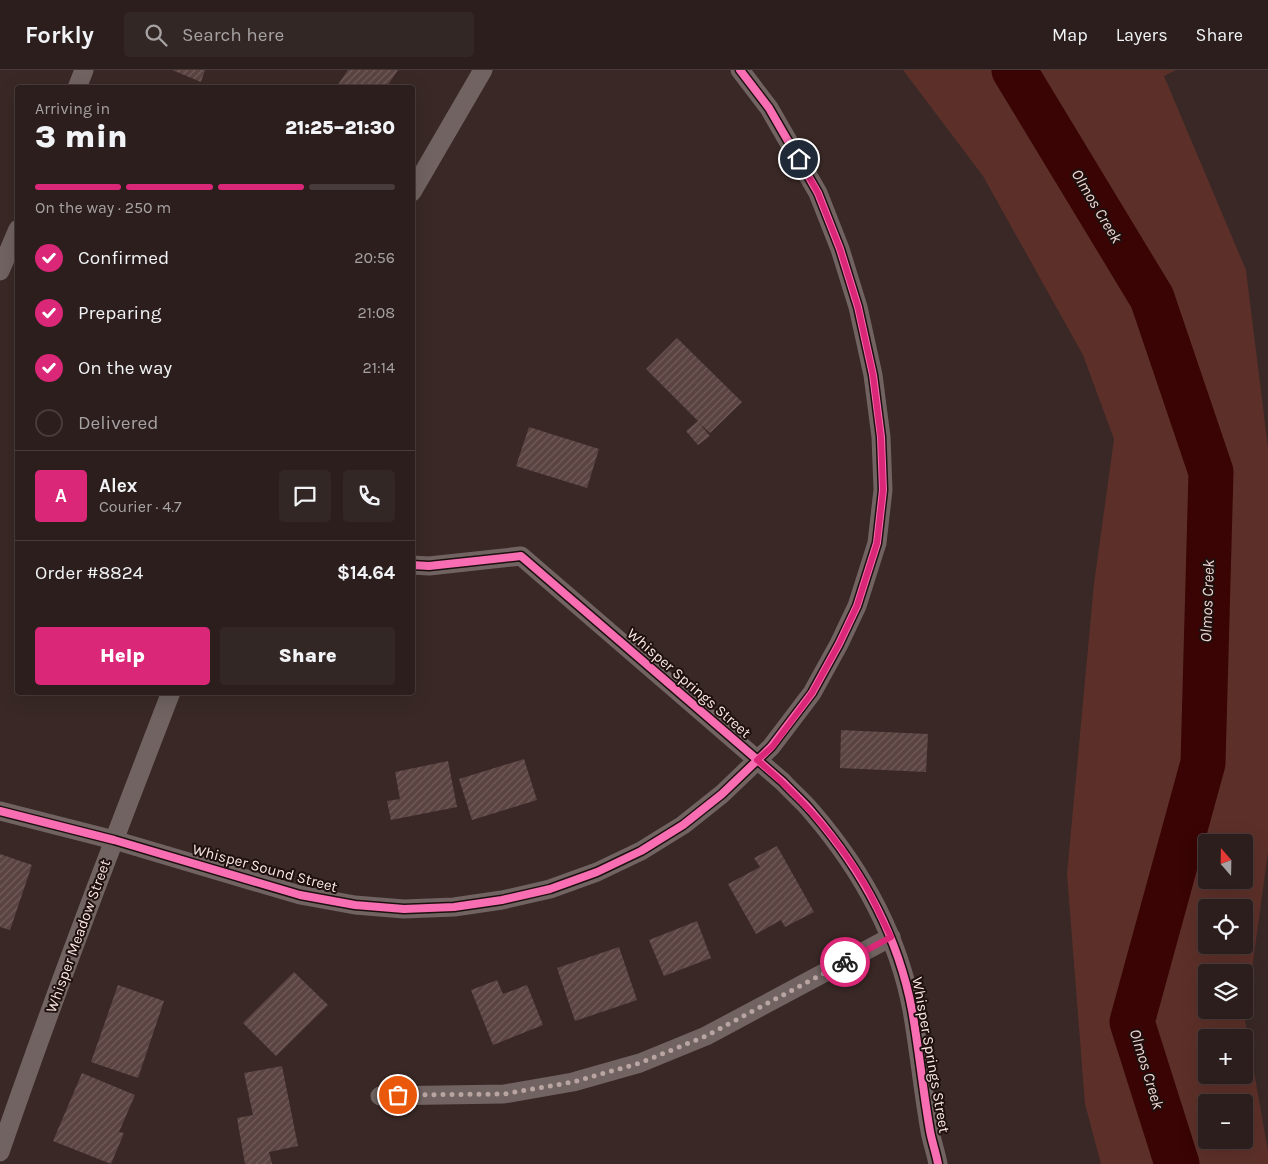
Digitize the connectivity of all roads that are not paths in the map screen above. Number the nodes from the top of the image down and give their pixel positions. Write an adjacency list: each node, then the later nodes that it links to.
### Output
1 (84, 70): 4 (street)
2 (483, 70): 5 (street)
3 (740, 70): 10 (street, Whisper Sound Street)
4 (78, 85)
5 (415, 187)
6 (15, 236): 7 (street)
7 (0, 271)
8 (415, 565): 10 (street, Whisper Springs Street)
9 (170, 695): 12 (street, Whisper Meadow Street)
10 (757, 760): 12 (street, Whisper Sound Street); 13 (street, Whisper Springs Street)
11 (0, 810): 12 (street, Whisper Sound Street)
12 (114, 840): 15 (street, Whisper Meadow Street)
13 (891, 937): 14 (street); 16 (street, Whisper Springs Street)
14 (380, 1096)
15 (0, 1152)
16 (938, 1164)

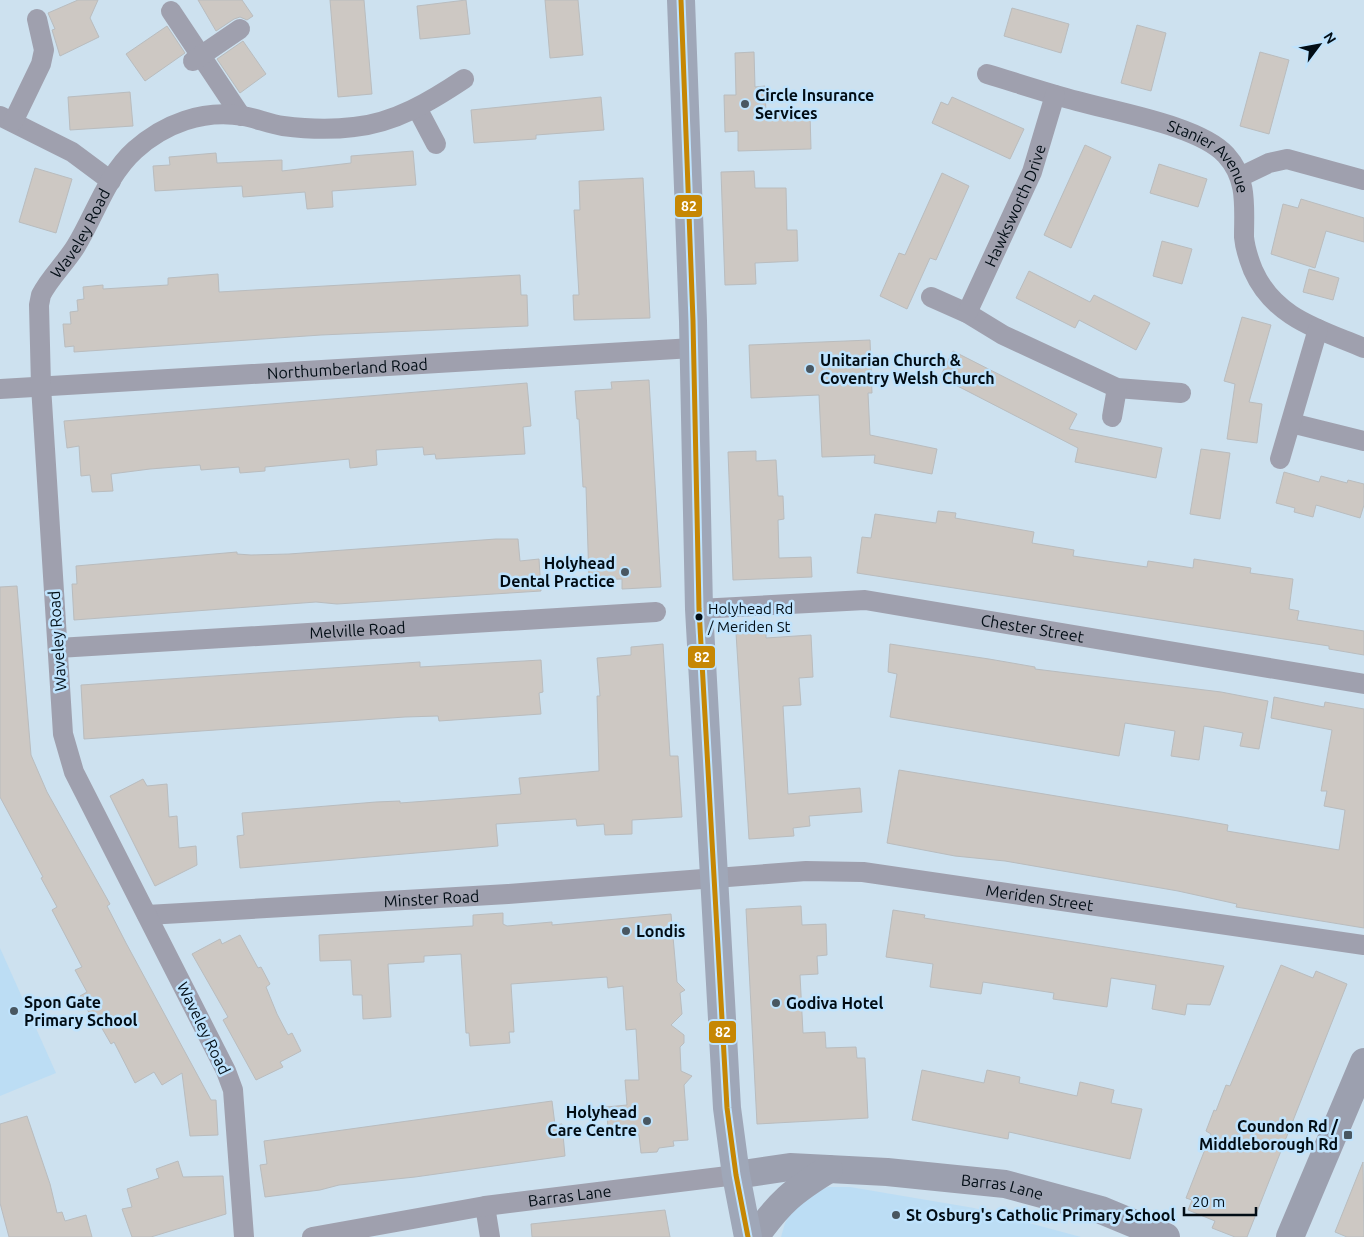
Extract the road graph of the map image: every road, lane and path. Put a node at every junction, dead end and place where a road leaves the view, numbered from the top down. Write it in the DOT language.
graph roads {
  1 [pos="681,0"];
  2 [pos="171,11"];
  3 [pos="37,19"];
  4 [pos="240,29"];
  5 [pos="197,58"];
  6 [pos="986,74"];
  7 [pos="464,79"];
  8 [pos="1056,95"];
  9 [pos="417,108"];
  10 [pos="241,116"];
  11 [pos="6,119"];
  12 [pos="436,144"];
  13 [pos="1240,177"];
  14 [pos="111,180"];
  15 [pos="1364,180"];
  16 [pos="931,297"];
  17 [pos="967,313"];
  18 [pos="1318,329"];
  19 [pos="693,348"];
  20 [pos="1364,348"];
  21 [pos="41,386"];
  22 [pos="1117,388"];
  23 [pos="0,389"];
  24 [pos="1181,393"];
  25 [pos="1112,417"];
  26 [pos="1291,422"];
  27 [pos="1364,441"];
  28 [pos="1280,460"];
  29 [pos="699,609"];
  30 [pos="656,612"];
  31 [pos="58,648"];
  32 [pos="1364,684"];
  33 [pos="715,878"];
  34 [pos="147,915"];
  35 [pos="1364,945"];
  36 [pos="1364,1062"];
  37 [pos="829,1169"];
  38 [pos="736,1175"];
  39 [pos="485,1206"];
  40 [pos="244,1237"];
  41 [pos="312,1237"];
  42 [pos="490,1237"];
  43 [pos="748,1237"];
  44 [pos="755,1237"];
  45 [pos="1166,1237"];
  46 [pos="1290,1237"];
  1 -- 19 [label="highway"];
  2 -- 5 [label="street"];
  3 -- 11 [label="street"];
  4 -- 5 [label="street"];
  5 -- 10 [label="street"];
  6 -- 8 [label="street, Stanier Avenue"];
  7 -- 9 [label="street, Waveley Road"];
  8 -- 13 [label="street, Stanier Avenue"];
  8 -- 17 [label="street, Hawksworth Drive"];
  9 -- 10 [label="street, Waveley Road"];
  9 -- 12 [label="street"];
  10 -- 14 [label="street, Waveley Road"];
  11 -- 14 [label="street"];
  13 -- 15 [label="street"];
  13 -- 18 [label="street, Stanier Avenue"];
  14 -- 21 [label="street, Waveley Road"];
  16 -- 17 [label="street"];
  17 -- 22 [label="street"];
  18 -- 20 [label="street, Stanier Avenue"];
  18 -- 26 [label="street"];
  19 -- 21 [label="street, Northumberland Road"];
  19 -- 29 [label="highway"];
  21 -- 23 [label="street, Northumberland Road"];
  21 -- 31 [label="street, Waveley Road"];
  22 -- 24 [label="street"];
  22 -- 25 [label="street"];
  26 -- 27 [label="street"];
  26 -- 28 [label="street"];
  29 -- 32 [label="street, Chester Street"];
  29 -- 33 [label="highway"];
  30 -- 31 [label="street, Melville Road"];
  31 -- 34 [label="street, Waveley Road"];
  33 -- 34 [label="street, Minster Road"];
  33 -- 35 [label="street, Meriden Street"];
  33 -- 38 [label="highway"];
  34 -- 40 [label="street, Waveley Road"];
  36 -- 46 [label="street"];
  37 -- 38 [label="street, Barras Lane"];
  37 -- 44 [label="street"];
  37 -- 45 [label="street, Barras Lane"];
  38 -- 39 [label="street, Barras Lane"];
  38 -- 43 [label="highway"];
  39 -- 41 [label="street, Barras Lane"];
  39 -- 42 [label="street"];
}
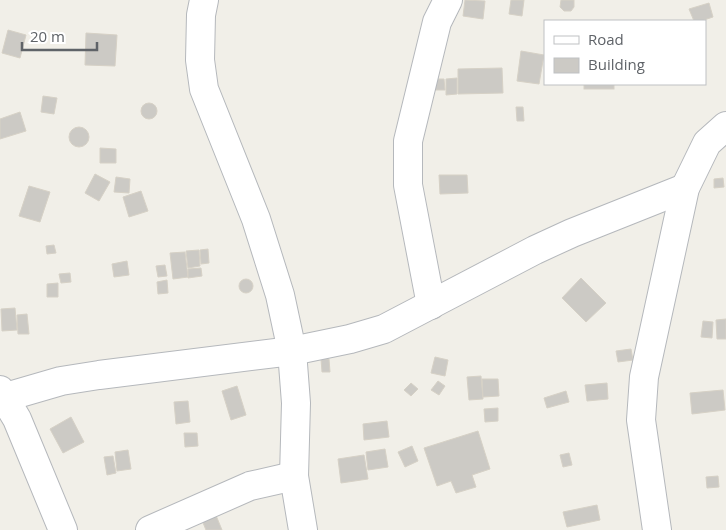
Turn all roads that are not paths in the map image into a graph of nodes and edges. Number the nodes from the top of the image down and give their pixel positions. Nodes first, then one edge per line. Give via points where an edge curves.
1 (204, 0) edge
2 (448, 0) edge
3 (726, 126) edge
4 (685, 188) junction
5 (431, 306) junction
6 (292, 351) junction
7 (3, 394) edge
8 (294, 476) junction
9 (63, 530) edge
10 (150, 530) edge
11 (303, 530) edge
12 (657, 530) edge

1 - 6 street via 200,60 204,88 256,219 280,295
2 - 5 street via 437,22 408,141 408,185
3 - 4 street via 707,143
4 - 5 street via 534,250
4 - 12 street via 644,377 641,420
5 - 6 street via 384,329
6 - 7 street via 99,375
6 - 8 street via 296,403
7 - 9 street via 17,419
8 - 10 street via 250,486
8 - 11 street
++++
TASK TO CARRY OUT:
Using the material, count every line where the word "Stanier" appears and give only the number.

PROBLEM SOLUTION:
4